*What the exercise asks*. Write all of the lines below out again, exactly as they stand.

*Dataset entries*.

....

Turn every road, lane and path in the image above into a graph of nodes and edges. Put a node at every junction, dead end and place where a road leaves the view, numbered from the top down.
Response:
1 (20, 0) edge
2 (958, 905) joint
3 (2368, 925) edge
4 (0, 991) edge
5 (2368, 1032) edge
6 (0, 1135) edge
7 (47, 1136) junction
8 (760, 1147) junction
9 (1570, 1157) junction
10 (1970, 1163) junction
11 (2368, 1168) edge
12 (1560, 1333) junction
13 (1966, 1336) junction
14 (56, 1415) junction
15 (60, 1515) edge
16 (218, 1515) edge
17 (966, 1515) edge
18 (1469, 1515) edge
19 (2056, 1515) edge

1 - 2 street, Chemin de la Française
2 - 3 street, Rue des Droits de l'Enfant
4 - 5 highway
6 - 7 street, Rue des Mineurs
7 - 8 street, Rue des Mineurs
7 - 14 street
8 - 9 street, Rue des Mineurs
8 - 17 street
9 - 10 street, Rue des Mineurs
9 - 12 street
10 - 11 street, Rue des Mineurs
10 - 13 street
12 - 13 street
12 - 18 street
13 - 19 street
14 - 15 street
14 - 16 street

....

*Exercise answer*.
Turn every road, lane and path in the image above into a graph of nodes and edges. Put a node at every junction, dead end and place where a road leaves the view, numbered from the top down.
Response:
1 (20, 0) edge
2 (958, 905) joint
3 (2368, 925) edge
4 (0, 991) edge
5 (2368, 1032) edge
6 (0, 1135) edge
7 (47, 1136) junction
8 (760, 1147) junction
9 (1570, 1157) junction
10 (1970, 1163) junction
11 (2368, 1168) edge
12 (1560, 1333) junction
13 (1966, 1336) junction
14 (56, 1415) junction
15 (60, 1515) edge
16 (218, 1515) edge
17 (966, 1515) edge
18 (1469, 1515) edge
19 (2056, 1515) edge

1 - 2 street, Chemin de la Française
2 - 3 street, Rue des Droits de l'Enfant
4 - 5 highway
6 - 7 street, Rue des Mineurs
7 - 8 street, Rue des Mineurs
7 - 14 street
8 - 9 street, Rue des Mineurs
8 - 17 street
9 - 10 street, Rue des Mineurs
9 - 12 street
10 - 11 street, Rue des Mineurs
10 - 13 street
12 - 13 street
12 - 18 street
13 - 19 street
14 - 15 street
14 - 16 street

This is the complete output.